- The problem -
Copy all lines in the material holding the string "shadow".

- Data for this task -

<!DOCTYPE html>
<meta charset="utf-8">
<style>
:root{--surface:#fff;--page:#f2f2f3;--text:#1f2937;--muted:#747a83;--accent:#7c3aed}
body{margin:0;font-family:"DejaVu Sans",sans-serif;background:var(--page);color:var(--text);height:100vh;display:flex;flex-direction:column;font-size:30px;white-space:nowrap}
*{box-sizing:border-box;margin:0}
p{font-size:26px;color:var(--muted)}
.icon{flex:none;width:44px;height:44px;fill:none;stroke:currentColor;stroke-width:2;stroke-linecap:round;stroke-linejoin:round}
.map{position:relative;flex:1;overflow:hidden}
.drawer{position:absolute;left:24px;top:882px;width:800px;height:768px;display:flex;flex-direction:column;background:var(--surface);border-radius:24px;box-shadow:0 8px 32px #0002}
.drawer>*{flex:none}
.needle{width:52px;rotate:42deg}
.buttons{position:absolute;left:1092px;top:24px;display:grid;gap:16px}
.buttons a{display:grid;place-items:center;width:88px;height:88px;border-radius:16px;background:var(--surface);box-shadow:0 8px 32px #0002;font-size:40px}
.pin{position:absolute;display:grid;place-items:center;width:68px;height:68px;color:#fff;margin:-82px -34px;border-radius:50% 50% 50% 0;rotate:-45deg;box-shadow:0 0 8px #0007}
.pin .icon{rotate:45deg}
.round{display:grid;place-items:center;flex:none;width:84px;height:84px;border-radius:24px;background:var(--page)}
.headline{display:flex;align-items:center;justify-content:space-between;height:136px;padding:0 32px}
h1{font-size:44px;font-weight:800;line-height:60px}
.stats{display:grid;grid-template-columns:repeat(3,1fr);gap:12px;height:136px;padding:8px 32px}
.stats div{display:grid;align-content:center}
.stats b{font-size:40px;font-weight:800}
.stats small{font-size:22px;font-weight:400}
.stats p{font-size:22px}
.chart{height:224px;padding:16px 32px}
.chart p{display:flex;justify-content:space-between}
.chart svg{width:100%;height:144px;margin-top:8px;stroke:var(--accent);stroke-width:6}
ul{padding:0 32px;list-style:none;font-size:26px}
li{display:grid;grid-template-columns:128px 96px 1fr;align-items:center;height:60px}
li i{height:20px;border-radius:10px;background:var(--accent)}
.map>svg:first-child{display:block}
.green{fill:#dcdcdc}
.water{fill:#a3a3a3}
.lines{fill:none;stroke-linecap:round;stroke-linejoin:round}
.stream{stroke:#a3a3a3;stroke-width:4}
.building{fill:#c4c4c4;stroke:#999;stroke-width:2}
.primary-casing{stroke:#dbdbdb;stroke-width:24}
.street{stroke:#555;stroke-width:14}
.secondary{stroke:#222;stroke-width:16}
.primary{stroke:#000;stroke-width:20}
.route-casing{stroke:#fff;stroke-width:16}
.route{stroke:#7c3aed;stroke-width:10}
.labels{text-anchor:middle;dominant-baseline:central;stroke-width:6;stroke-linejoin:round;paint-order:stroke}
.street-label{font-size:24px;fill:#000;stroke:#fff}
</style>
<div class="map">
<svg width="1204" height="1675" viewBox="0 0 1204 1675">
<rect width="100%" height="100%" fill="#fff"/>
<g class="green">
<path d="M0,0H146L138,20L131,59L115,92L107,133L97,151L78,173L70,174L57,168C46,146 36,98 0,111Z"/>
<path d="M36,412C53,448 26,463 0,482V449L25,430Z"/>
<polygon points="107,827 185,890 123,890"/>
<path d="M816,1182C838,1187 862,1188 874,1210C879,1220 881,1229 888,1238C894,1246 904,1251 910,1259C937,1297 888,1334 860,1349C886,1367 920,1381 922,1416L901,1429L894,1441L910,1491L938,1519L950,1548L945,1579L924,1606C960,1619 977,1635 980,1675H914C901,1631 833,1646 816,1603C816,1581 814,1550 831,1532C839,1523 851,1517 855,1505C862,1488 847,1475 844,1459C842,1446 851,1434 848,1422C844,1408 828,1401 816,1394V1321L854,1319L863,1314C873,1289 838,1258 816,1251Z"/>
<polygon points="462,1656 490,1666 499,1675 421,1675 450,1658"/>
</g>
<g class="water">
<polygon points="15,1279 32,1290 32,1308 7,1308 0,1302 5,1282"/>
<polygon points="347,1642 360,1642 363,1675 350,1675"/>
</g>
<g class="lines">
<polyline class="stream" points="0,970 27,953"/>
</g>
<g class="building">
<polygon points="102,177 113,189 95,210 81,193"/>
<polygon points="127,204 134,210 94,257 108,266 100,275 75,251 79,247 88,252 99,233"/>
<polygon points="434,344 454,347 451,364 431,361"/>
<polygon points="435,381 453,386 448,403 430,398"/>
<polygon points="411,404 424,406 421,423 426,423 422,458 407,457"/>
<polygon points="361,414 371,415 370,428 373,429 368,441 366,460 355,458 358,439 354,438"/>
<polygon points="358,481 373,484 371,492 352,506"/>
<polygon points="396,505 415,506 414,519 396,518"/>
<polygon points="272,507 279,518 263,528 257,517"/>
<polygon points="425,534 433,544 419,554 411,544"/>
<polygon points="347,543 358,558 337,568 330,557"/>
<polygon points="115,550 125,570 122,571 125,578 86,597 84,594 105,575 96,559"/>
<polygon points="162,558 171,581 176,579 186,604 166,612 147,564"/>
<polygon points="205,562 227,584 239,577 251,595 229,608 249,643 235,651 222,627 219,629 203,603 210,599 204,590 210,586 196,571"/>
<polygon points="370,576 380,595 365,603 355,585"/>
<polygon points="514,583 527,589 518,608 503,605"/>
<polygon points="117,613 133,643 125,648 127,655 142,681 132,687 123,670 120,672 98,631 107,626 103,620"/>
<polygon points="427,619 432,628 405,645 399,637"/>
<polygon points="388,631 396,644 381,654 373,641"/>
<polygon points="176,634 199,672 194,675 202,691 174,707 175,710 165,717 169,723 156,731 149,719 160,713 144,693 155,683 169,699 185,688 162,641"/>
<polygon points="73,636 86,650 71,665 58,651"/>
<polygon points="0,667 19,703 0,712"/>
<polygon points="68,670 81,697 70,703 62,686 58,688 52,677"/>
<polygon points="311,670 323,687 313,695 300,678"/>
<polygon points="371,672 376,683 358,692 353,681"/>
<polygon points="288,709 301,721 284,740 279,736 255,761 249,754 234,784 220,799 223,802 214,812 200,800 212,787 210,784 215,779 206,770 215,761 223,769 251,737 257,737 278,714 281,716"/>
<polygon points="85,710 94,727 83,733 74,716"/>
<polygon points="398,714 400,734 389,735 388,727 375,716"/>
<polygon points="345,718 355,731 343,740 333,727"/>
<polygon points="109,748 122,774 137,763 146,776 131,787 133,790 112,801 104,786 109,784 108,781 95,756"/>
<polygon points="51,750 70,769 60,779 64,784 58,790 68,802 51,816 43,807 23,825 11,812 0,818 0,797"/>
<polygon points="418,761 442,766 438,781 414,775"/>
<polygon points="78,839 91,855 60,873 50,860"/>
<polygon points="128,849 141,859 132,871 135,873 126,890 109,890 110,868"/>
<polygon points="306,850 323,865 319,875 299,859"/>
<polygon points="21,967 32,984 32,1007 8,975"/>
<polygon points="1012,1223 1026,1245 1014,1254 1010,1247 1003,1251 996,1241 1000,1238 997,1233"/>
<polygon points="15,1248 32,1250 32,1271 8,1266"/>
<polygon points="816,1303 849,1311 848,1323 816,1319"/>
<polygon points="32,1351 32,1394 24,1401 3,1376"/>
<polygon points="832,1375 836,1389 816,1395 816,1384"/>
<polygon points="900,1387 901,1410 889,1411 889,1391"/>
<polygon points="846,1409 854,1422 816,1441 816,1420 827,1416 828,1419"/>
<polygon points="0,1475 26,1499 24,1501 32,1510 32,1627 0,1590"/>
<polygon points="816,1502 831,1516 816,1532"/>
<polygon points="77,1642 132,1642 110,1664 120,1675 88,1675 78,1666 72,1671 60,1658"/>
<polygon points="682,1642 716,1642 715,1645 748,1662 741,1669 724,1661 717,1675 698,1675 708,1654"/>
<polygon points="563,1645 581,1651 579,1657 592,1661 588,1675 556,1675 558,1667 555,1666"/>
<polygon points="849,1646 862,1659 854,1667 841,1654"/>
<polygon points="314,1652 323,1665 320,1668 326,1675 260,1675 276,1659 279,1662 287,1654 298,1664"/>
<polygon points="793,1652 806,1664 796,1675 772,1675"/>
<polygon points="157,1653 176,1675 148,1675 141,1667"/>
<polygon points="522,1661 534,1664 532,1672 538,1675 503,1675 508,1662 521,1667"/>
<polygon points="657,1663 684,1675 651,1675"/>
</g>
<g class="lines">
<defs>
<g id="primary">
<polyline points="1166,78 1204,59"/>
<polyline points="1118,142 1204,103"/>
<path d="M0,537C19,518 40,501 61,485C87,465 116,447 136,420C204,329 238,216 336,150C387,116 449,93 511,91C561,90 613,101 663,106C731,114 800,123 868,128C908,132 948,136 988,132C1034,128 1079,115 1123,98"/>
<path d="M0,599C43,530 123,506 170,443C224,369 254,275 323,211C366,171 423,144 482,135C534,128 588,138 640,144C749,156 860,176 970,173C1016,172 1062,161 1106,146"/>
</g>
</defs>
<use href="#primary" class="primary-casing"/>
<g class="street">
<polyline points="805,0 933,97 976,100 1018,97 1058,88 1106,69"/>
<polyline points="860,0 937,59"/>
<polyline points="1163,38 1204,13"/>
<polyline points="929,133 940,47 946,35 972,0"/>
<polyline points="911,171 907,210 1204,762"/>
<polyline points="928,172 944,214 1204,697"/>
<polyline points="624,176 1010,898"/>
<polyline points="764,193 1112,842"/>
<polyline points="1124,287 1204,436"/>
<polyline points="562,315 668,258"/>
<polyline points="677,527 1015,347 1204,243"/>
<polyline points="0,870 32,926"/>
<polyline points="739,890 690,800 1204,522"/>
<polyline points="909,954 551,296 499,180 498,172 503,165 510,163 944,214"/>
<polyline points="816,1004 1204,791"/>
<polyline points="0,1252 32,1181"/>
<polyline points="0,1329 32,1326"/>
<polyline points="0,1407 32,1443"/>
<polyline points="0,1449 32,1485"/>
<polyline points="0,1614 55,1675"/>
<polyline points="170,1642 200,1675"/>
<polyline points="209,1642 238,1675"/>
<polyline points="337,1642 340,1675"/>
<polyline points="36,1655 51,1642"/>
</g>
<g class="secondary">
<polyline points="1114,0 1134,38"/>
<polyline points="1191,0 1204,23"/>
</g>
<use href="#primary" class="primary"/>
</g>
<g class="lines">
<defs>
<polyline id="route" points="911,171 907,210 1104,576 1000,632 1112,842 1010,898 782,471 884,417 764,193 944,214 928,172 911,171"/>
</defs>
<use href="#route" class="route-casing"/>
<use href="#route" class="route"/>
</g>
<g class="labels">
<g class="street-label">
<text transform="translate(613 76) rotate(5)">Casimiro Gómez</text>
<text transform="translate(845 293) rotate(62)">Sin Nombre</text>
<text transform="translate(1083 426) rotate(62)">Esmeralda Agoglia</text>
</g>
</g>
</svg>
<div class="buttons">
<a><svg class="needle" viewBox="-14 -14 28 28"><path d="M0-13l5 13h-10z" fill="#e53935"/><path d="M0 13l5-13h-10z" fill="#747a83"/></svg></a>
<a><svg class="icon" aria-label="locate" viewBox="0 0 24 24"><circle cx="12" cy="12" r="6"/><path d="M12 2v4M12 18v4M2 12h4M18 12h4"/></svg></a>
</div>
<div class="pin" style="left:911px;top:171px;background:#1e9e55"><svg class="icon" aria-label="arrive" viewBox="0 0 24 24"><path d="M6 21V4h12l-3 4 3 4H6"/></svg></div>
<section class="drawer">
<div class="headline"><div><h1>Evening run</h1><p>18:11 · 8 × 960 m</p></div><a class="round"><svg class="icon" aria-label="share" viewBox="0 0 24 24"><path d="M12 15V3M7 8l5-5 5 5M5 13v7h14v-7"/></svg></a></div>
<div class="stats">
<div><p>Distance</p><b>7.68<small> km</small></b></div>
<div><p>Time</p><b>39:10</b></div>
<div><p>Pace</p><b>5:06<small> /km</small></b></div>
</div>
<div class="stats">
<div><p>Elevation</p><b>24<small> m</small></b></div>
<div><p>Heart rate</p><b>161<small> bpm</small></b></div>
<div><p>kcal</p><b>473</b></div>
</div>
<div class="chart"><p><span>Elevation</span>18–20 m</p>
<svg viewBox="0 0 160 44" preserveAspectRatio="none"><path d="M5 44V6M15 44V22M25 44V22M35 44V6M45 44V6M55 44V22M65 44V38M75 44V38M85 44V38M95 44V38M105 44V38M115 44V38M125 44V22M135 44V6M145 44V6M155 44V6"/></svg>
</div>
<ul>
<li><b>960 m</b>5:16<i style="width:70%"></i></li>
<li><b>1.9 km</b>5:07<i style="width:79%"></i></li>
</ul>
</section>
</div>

- Response to the task -
.drawer{position:absolute;left:24px;top:882px;width:800px;height:768px;display:flex;flex-direction:column;background:var(--surface);border-radius:24px;box-shadow:0 8px 32px #0002}
.buttons a{display:grid;place-items:center;width:88px;height:88px;border-radius:16px;background:var(--surface);box-shadow:0 8px 32px #0002;font-size:40px}
.pin{position:absolute;display:grid;place-items:center;width:68px;height:68px;color:#fff;margin:-82px -34px;border-radius:50% 50% 50% 0;rotate:-45deg;box-shadow:0 0 8px #0007}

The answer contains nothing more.